[Provided material Boundary: Start]

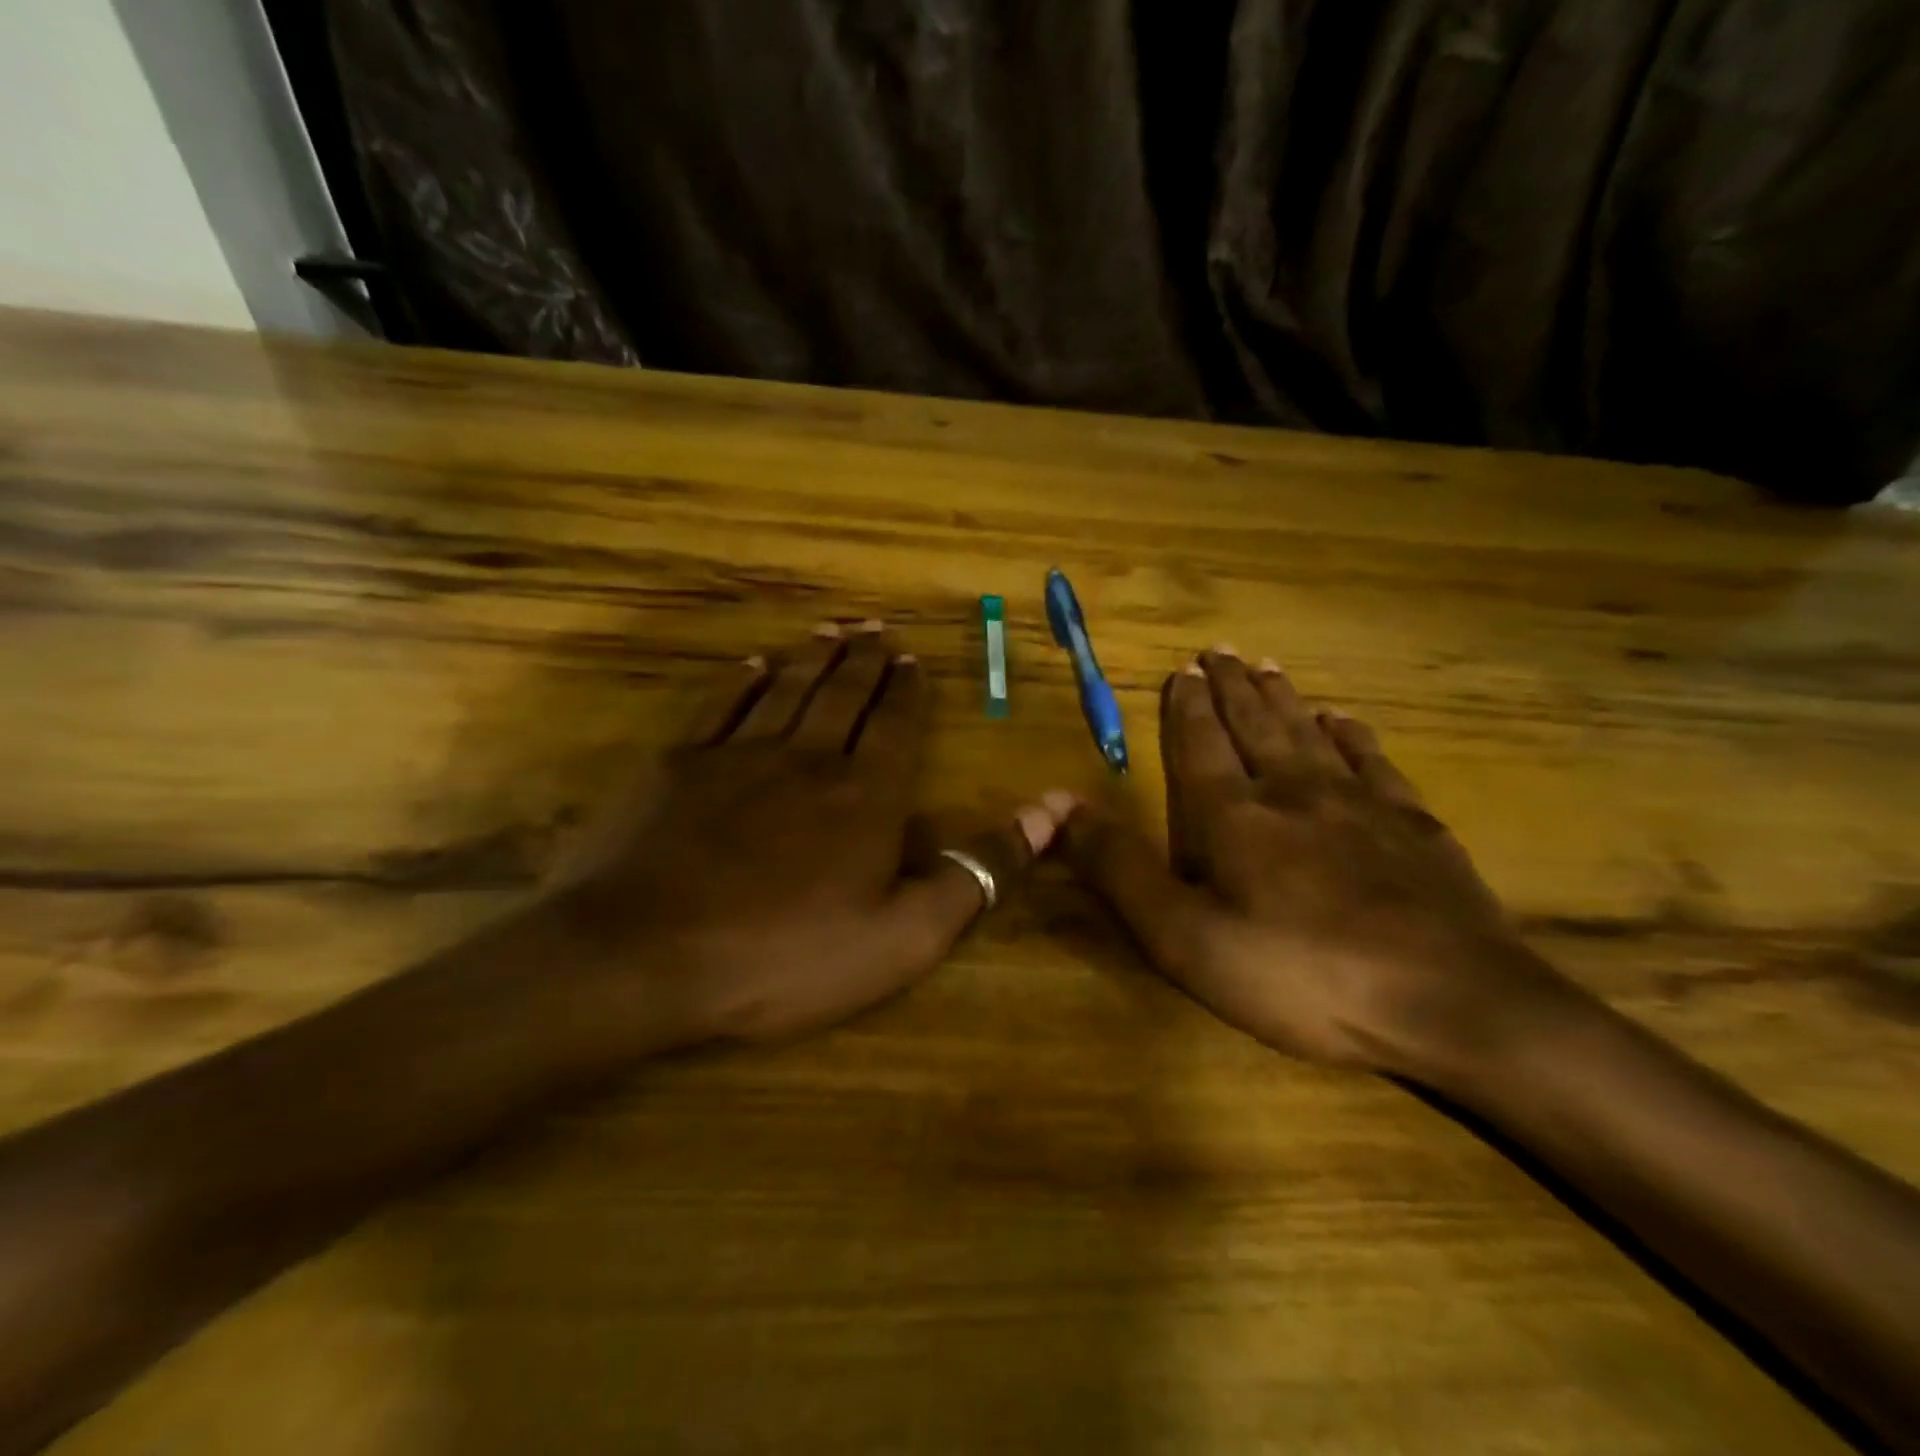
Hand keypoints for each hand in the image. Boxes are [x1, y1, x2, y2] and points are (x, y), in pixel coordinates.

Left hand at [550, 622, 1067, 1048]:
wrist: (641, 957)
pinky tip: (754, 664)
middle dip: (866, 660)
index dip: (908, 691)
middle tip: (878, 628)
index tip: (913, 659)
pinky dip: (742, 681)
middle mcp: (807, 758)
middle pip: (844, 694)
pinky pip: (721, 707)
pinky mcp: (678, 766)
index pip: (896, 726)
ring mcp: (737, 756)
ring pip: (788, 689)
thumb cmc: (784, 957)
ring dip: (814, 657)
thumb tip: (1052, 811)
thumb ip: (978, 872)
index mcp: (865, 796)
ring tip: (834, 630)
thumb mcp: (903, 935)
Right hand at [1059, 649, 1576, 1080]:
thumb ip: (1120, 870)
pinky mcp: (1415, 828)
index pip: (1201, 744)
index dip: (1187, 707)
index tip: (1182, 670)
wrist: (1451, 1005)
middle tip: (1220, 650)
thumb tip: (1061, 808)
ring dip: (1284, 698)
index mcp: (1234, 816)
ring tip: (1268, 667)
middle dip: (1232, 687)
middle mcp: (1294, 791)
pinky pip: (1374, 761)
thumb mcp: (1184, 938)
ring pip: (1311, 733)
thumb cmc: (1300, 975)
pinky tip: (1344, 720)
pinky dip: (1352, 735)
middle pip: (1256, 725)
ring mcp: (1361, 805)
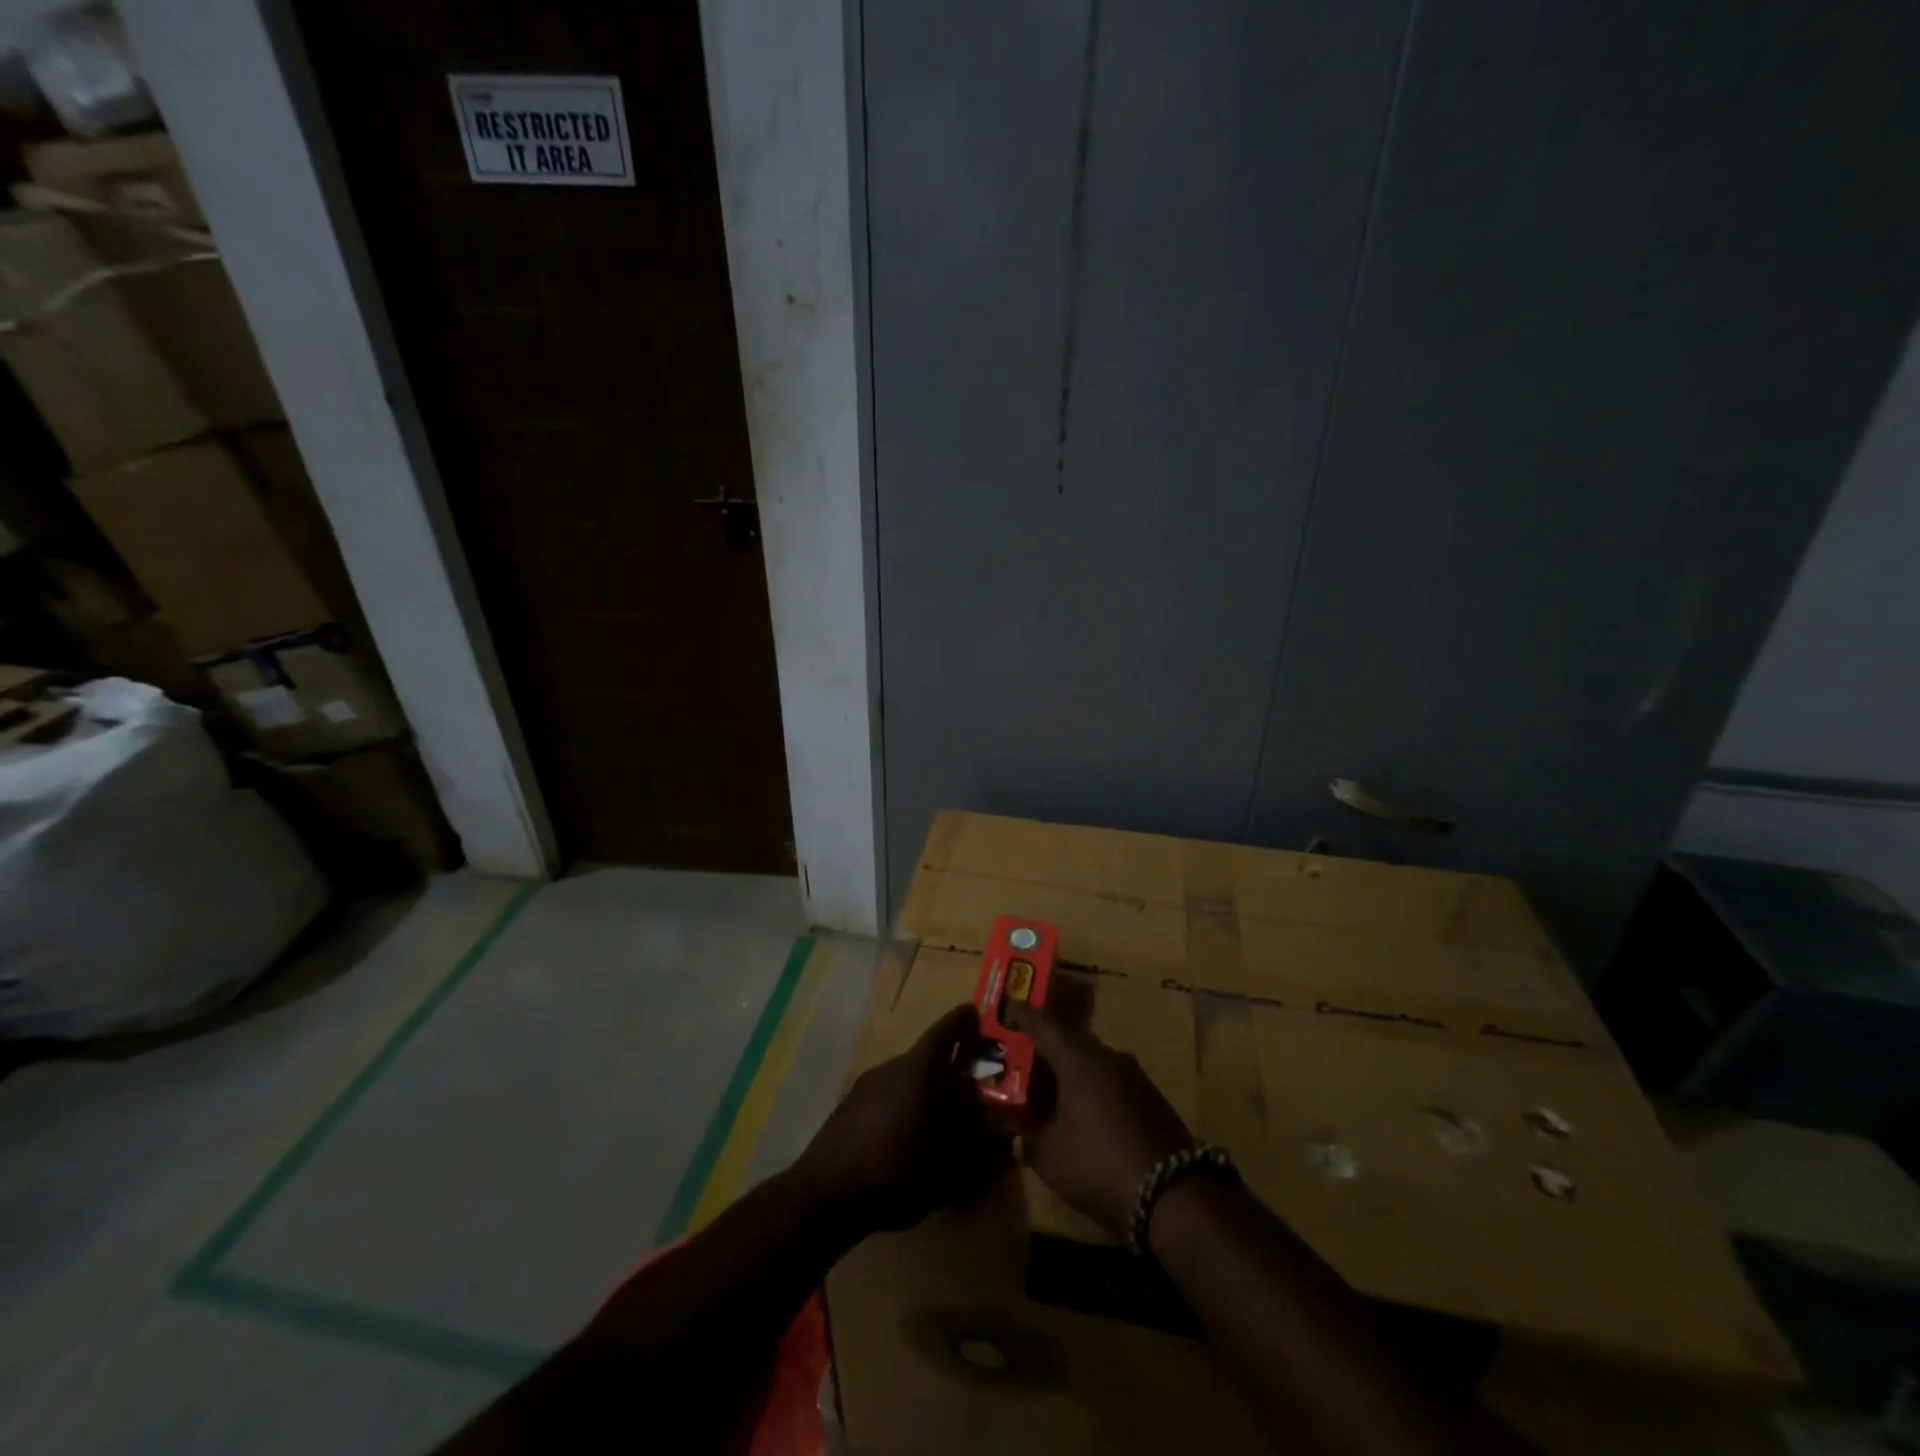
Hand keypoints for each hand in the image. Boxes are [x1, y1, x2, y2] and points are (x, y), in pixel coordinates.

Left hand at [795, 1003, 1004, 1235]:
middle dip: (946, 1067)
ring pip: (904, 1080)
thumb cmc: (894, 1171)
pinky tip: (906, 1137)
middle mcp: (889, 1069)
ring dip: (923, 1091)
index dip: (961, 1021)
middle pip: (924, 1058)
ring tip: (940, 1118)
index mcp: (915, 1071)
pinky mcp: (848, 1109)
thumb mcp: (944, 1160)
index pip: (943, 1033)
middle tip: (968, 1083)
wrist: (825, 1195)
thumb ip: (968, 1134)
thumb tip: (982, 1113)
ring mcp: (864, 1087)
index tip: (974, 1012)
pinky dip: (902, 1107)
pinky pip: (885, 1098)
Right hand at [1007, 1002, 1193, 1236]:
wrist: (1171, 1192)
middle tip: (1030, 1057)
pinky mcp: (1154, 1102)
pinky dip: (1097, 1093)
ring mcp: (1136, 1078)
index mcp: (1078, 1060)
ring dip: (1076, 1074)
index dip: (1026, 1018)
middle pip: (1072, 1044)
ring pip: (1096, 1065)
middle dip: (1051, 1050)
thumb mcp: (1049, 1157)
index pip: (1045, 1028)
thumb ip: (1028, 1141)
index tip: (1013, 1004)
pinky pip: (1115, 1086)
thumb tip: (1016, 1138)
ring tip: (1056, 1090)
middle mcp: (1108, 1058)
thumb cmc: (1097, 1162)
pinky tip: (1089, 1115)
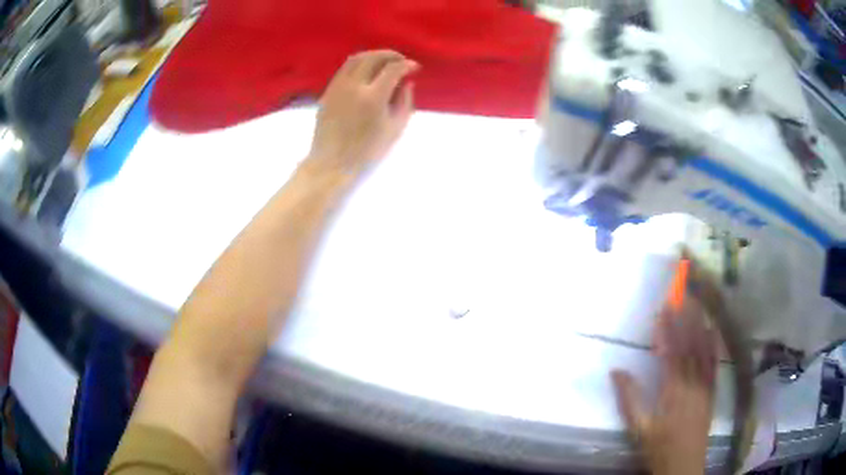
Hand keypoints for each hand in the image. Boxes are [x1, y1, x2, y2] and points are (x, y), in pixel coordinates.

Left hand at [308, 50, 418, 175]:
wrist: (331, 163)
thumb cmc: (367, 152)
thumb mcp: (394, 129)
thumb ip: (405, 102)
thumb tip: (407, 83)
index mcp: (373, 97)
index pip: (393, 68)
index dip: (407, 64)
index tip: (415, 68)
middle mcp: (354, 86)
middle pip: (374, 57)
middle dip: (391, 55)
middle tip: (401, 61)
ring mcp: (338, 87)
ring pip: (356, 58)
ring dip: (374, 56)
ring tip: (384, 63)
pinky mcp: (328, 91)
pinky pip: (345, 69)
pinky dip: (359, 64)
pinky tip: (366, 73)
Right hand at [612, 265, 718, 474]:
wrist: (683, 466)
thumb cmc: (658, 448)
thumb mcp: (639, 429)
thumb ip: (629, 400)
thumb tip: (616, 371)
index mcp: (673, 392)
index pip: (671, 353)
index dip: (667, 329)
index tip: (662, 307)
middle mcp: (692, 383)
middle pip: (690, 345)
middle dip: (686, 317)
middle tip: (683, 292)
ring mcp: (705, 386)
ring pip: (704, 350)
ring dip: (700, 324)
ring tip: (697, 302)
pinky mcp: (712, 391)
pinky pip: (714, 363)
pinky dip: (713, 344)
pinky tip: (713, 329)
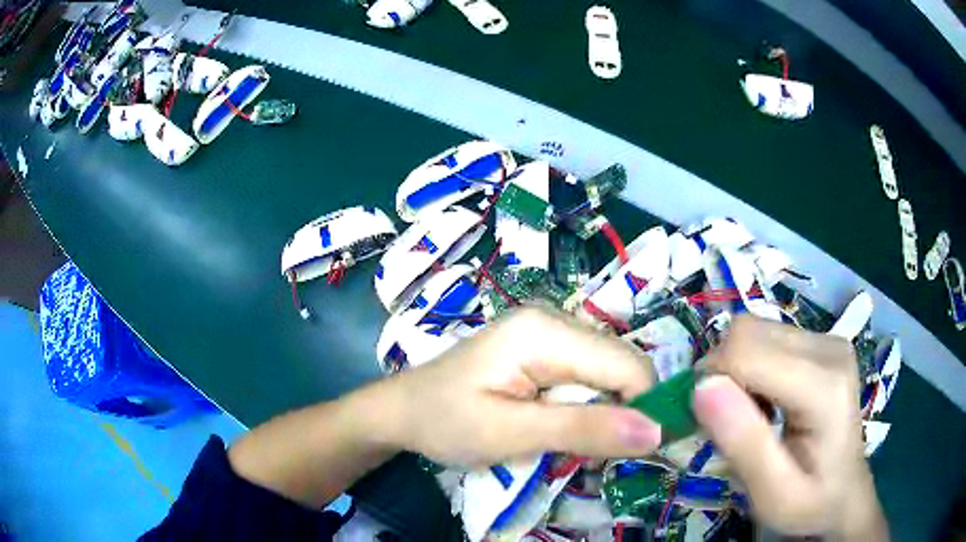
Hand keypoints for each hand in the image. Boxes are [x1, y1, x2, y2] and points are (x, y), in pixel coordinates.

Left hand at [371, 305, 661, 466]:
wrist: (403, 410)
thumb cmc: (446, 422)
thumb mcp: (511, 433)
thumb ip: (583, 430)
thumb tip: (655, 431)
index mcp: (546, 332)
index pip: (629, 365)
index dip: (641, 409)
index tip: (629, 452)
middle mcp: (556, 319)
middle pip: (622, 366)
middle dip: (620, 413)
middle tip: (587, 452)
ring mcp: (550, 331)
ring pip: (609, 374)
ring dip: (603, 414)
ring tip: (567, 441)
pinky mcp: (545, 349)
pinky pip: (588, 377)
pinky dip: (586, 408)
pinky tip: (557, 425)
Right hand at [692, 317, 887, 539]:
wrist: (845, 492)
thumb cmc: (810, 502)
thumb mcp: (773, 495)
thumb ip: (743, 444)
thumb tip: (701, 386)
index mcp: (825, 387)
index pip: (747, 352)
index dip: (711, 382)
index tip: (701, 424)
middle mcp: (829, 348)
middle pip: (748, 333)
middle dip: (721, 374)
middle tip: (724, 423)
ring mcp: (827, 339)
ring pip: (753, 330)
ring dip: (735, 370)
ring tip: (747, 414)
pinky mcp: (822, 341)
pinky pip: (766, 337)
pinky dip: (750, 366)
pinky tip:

[Provided material Boundary: End]

Work order:
Each entry above must be duplicated precisely; none of the pictures may be included.

Exercise response:
Hand keypoints for each hand in the image. Boxes are [x1, y1, x2, y2] and points are (x, y), in pixel coordinates.

Left hand at [550, 622, 1067, 1048]:
wrist: (641, 957)
pinky tip: (754, 664)
middle dip: (866, 660)
index dip: (908, 691)
middle tip: (878, 628)
index tip: (913, 659)
pinky dip: (742, 681)
middle mcp: (807, 758)
middle pip: (844, 694)
pinky pip: (721, 707)
pinky mcp: (678, 766)
index pip: (896, 726)
ring mcp: (737, 756)
ring pip: (788, 689)
thumb cmc: (784, 957)
ring dip: (814, 657)
thumb tip: (1052, 811)
thumb ip: (978, 872)
index mcp: (865, 796)
ring tip: (834, 630)
thumb mcp: (903, 935)
Right hand at [1059, 649, 1576, 1080]:
thumb ip: (1120, 870)
pinky mcp: (1415, 828)
index pip: (1201, 744)
index dip: (1187, 707)
index tip: (1182, 670)
wrist: (1451, 1005)
middle tip: (1220, 650)
thumb tip: (1061, 808)
ring dip: (1284, 698)
index mcp: (1234, 816)
ring tip: (1268, 667)
middle dip: (1232, 687)
middle mcp: (1294, 791)
pinky pip: (1374, 761)
thumb mcp: (1184, 938)
ring pip: (1311, 733)
thumb cmc: (1300, 975)
pinky tip: (1344, 720)
pinky dip: (1352, 735)
middle pip: (1256, 725)
ring mcp: (1361, 805)
Hand keypoints for each hand in the image. Boxes are [x1, y1, x2, y2] and points are (x, y), in pixel coordinates.

Left hand at [795, 1003, 1004, 1235]:
middle dip: (946, 1067)
ring pip: (904, 1080)
thumb cmc: (894, 1171)
pinky tip: (906, 1137)
middle mcp: (889, 1069)
ring dip: (923, 1091)
index dip: (961, 1021)
middle pip: (924, 1058)
ring tip: (940, 1118)
index mcp: (915, 1071)
pinky mcp: (848, 1109)
thumb mcp: (944, 1160)
index pip: (943, 1033)
middle tip: (968, 1083)
wrist: (825, 1195)
thumb ip: (968, 1134)
thumb tip: (982, 1113)
ring mcp: (864, 1087)
index tip: (974, 1012)
pinky dip: (902, 1107)
pinky pip: (885, 1098)
Right hand at [1007, 1002, 1193, 1236]:
wrist: (1171, 1192)
middle tip: (1030, 1057)
pinky mcp: (1154, 1102)
pinky dip: (1097, 1093)
ring mcp: (1136, 1078)
index mcp: (1078, 1060)
ring dip: (1076, 1074)
index dip: (1026, 1018)
middle pip: (1072, 1044)
ring pip: (1096, 1065)
middle dip: (1051, 1050)
thumb mcp: (1049, 1157)
index pip: (1045, 1028)
thumb ip: (1028, 1141)
index tip: (1013, 1004)
pinky pip: (1115, 1086)
thumb tip: (1016, 1138)
ring tip: (1056, 1090)
middle mcp: (1108, 1058)
thumb cmc: (1097, 1162)
pinky tip: (1089, 1115)
Hand keypoints for each hand in the image. Boxes are [x1, y1, x2, y2] and points are (x, y), in pixel coordinates.

Left hand at [308, 50, 418, 175]:
wrist: (331, 163)
thumb cmc: (367, 152)
thumb mcp: (394, 129)
thumb ip: (405, 102)
thumb tip: (407, 83)
index mcp: (373, 97)
index pip: (393, 68)
index dip: (407, 64)
index tip: (415, 68)
middle mcp: (354, 86)
middle pip: (374, 57)
middle dip: (391, 55)
middle tip: (401, 61)
ring mcp: (338, 87)
ring pip: (356, 58)
ring dip: (374, 56)
ring tip: (384, 63)
pinky mcp: (328, 91)
pinky pip: (345, 69)
pinky dip: (359, 64)
pinky tip: (366, 73)
Right hand at [612, 265, 718, 474]:
wrist: (683, 466)
thumb cmc: (658, 448)
thumb mcp: (639, 429)
thumb ip: (629, 400)
thumb tip: (616, 371)
index mcp: (673, 392)
index pip: (671, 353)
index dip: (667, 329)
index tip: (662, 307)
middle mcp: (692, 383)
middle pip: (690, 345)
middle dip: (686, 317)
middle tip: (683, 292)
ring mcp: (705, 386)
ring pip: (704, 350)
ring dip: (700, 324)
ring tip: (697, 302)
pinky mcp: (712, 391)
pinky pip: (714, 363)
pinky dip: (713, 344)
pinky tip: (713, 329)
Hand keypoints for each hand in the image. Boxes are [x1, y1, x2, y2] and points are (x, y), in pixel coordinates.

Left hand at [371, 305, 661, 466]:
wrist: (403, 410)
thumb cmc: (446, 422)
thumb mcp: (511, 433)
thumb ip: (583, 430)
thumb tip: (655, 431)
index mcp: (546, 332)
index pip: (629, 365)
index dip: (641, 409)
index tip: (629, 452)
middle mcp: (556, 319)
middle pip: (622, 366)
middle dip: (620, 413)
middle tip: (587, 452)
ring mcp: (550, 331)
ring pip: (609, 374)
ring dip: (603, 414)
ring tip: (567, 441)
pinky mcp: (545, 349)
pinky pip: (588, 377)
pinky dip: (586, 408)
pinky tip: (557, 425)
Right hand at [692, 317, 887, 539]:
wrist: (845, 492)
thumb cmc: (810, 502)
thumb mcp: (773, 495)
thumb ip: (743, 444)
thumb tip: (701, 386)
index mcp: (825, 387)
index pip: (747, 352)
index dip: (711, 382)
index tip: (701, 424)
middle mcp: (829, 348)
middle pip: (748, 333)
middle dip: (721, 374)
middle tip: (724, 423)
ring mcp: (827, 339)
ring pip: (753, 330)
ring dip: (735, 370)
ring tip: (747, 414)
pinky mcp: (822, 341)
pinky pip: (766, 337)
pinky dip: (750, 366)
pinky tip:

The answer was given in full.